[Task description] Count the lines below that carry the word "Lauhoff". Answer with that number alone.

Data records:
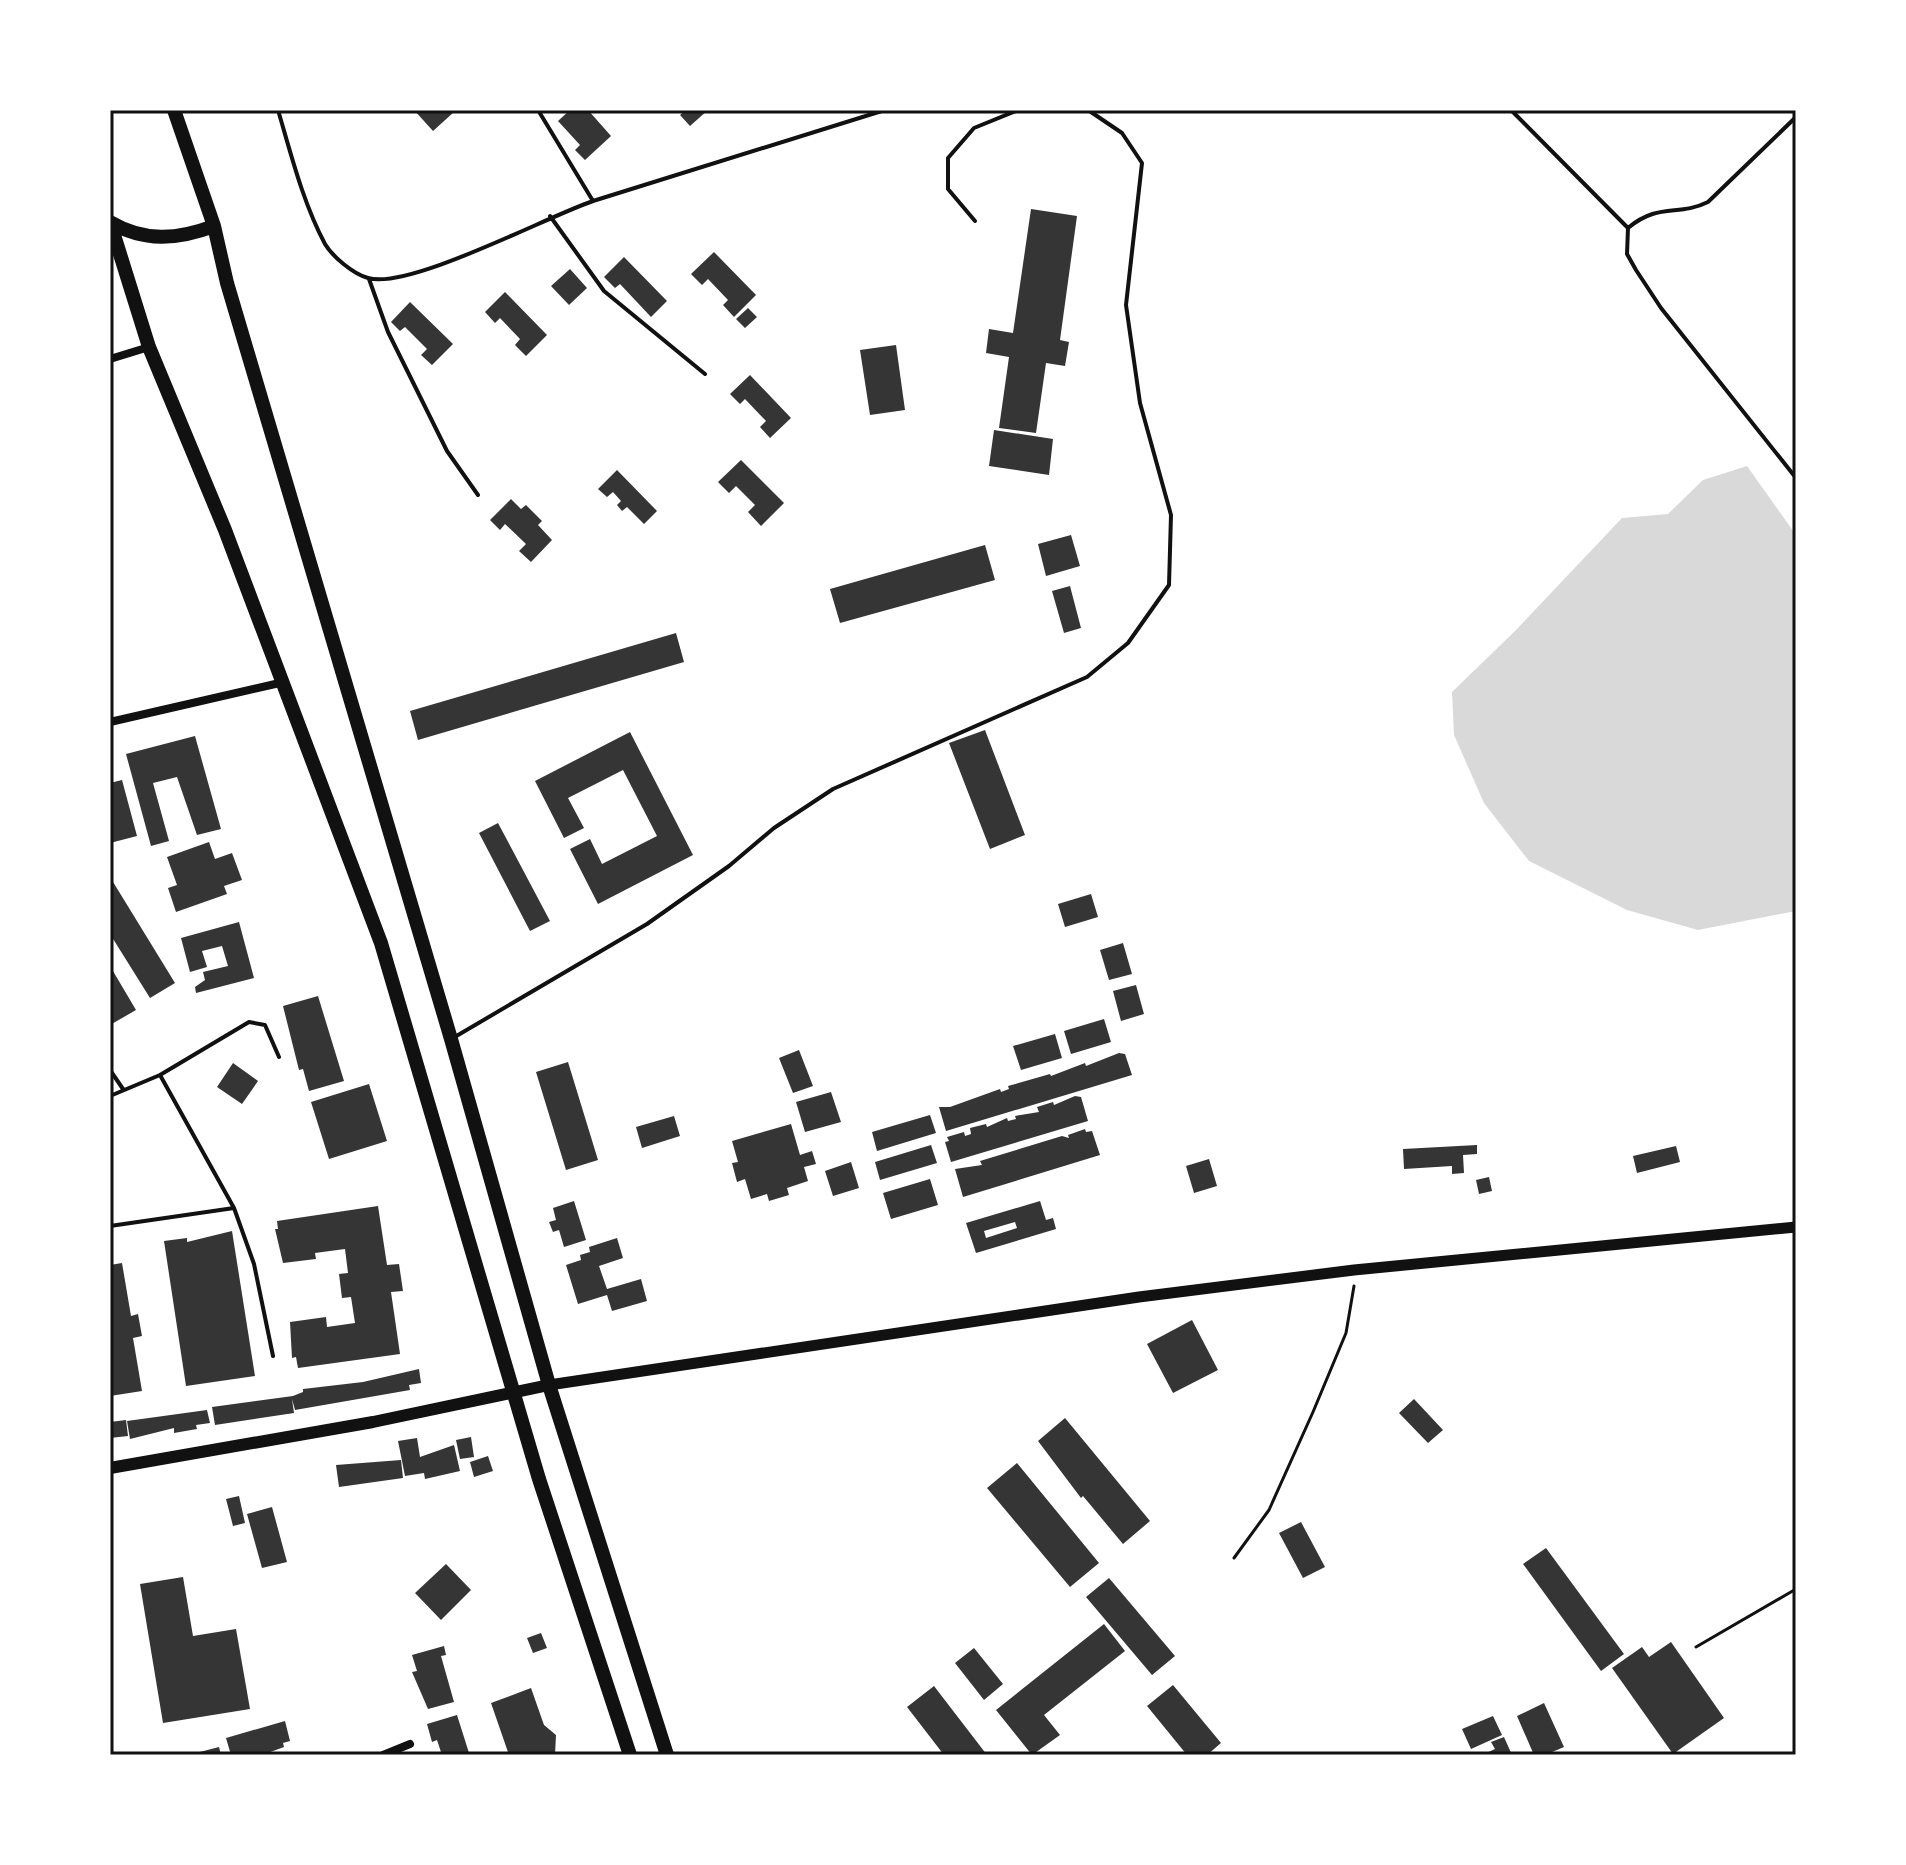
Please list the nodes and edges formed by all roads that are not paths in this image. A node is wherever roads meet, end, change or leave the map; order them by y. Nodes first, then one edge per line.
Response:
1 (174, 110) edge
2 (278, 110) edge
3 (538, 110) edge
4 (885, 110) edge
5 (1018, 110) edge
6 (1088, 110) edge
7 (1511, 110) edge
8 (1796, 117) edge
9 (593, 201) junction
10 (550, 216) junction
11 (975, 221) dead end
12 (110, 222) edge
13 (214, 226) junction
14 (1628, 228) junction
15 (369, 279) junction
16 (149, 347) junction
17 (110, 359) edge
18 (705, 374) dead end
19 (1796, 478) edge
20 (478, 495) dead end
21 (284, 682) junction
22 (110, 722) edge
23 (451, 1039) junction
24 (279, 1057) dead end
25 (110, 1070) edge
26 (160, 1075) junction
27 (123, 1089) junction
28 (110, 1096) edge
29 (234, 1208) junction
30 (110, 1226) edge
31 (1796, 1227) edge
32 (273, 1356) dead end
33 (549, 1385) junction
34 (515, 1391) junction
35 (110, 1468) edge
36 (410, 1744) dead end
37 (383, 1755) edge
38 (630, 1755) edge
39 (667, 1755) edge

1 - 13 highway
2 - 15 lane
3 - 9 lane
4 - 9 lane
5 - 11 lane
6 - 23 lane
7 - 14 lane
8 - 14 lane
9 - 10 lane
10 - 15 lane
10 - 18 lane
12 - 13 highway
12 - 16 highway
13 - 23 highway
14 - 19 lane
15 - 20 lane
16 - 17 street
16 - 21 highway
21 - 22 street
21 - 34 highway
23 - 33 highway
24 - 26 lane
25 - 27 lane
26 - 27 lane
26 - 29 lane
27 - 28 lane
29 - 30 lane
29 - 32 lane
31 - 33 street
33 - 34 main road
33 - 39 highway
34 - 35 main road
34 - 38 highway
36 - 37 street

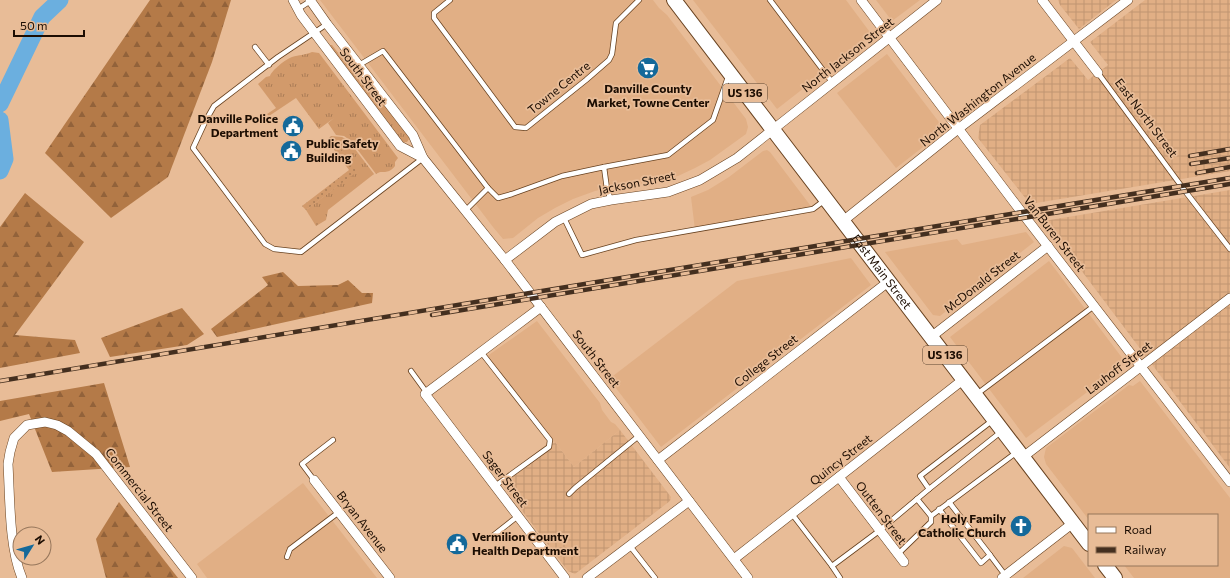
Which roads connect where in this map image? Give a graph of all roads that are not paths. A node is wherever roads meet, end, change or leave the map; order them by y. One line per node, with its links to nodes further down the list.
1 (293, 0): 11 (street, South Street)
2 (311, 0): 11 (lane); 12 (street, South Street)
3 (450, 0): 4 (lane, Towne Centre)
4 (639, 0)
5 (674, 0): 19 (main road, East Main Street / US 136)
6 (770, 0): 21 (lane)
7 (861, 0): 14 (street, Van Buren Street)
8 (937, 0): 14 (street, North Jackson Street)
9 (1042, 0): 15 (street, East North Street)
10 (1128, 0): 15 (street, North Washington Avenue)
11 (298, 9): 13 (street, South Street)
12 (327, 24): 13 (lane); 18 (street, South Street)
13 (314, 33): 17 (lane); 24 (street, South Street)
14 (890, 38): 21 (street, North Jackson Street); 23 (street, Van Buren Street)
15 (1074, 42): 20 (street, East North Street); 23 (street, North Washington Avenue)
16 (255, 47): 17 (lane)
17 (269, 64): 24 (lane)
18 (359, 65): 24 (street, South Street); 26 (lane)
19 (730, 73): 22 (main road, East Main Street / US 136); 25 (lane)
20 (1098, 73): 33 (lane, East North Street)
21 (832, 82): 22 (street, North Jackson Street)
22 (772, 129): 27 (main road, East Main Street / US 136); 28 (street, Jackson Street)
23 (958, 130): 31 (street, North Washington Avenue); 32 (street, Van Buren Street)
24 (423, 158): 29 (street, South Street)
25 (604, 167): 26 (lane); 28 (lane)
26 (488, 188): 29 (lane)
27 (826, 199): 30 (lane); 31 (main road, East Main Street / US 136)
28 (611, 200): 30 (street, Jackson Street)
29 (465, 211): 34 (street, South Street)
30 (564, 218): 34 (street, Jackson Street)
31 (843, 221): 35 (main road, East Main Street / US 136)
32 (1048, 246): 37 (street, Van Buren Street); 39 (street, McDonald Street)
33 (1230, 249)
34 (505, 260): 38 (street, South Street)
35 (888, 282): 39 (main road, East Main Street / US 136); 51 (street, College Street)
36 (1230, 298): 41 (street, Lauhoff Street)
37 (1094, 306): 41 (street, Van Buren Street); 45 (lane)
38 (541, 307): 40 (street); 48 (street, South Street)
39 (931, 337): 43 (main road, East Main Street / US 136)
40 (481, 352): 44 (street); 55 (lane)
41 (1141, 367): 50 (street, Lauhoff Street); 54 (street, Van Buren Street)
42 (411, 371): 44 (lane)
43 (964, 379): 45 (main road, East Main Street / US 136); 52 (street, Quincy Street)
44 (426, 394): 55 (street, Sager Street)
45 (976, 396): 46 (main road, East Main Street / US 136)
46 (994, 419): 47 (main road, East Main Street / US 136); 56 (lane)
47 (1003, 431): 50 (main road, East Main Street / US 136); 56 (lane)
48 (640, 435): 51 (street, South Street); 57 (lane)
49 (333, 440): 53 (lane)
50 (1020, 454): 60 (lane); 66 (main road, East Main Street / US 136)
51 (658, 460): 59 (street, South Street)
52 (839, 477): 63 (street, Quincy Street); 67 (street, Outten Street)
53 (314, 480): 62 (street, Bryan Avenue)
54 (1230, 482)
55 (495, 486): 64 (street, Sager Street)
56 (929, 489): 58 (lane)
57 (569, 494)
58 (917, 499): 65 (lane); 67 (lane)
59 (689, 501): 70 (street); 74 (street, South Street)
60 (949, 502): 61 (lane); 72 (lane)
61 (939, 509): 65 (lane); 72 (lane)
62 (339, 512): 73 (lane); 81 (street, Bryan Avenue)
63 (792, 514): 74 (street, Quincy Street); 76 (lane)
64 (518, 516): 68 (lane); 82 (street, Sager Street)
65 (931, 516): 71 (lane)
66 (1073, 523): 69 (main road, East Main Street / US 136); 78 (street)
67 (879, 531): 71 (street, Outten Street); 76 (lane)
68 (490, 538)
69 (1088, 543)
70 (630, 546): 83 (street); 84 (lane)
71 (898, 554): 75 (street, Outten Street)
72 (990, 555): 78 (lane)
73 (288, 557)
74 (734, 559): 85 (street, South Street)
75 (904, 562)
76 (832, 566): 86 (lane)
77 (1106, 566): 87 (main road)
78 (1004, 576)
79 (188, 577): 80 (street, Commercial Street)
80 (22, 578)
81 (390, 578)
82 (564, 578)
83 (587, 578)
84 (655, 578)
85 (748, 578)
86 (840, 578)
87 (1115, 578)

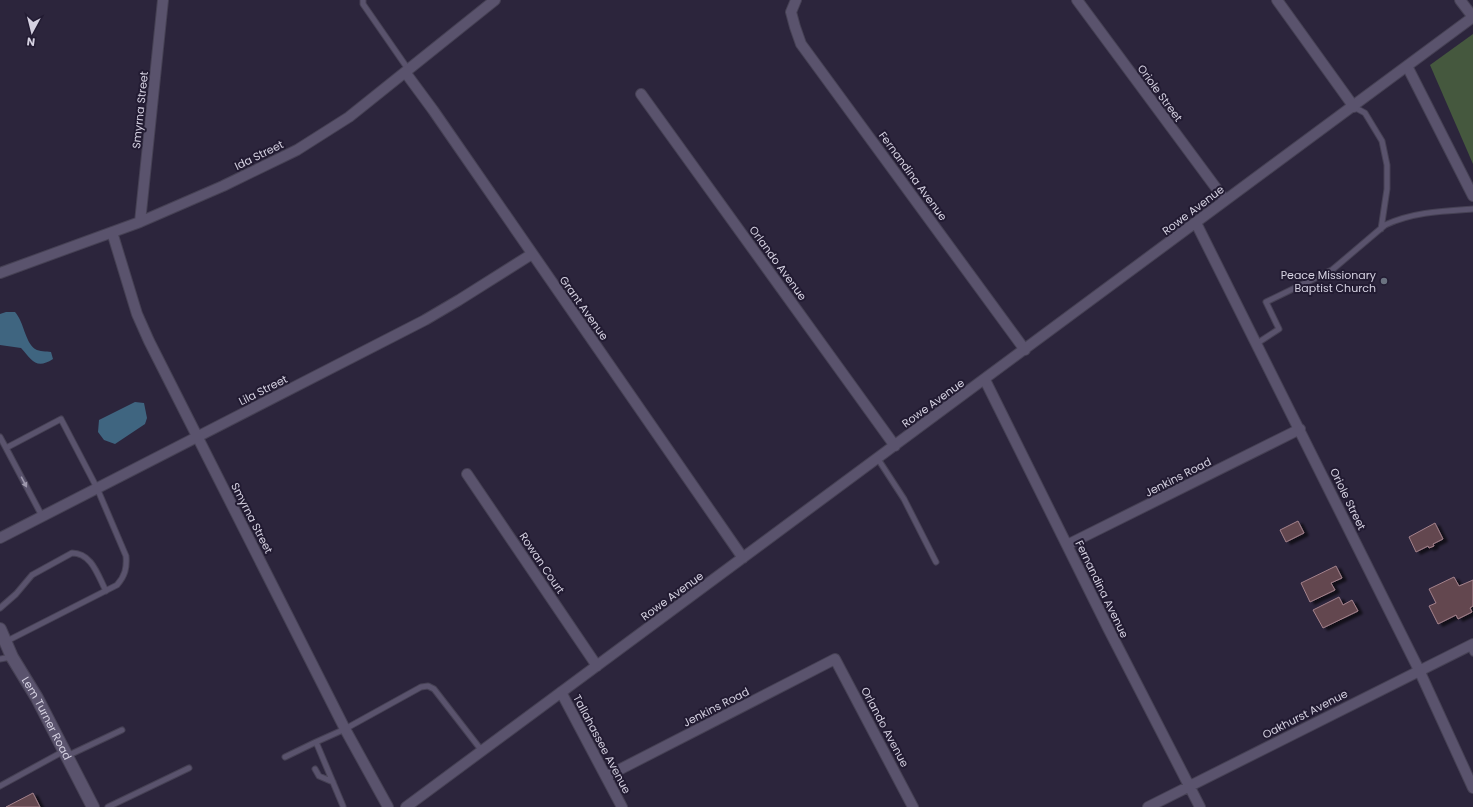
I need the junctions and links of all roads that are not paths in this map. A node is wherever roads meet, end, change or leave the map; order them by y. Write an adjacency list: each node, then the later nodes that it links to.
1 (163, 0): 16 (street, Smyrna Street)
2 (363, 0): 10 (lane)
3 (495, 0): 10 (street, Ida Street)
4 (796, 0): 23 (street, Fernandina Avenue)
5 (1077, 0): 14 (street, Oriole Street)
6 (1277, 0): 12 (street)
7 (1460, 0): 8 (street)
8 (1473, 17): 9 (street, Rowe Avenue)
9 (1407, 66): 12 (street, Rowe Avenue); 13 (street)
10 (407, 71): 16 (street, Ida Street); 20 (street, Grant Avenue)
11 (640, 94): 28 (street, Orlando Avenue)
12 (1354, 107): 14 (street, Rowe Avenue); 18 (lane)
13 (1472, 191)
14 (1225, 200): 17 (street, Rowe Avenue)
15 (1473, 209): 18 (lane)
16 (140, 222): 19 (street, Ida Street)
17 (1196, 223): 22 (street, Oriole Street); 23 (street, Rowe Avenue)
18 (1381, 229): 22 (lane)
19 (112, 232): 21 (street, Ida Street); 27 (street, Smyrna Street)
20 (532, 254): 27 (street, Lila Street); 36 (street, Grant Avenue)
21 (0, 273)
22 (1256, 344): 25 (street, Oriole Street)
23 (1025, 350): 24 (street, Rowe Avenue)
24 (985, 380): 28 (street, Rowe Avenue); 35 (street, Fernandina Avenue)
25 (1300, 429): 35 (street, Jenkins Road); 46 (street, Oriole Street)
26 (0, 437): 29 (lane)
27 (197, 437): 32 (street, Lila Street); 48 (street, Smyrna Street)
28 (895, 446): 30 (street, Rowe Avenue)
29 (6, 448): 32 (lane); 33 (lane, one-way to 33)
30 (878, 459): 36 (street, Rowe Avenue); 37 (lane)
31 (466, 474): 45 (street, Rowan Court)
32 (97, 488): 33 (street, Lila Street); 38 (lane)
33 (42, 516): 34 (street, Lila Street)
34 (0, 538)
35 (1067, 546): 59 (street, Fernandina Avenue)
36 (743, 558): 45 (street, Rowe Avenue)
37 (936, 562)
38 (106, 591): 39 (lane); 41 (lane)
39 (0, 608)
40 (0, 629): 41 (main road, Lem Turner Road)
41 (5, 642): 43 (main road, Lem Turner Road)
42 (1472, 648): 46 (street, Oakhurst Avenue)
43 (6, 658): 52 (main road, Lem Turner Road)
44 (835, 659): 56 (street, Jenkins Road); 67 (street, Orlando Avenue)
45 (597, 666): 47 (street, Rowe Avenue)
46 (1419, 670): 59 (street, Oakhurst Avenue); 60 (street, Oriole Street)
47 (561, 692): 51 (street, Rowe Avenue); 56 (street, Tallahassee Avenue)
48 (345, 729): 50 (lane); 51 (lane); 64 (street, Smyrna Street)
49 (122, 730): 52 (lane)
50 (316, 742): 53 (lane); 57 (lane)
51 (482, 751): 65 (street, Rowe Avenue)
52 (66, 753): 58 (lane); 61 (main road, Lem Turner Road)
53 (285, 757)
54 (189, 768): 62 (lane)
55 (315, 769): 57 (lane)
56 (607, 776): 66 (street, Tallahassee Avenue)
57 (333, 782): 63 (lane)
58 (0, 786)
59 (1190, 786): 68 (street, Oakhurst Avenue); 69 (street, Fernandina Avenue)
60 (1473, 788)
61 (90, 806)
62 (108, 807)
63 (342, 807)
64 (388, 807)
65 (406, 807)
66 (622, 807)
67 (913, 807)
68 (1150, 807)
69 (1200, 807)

[Reply] 2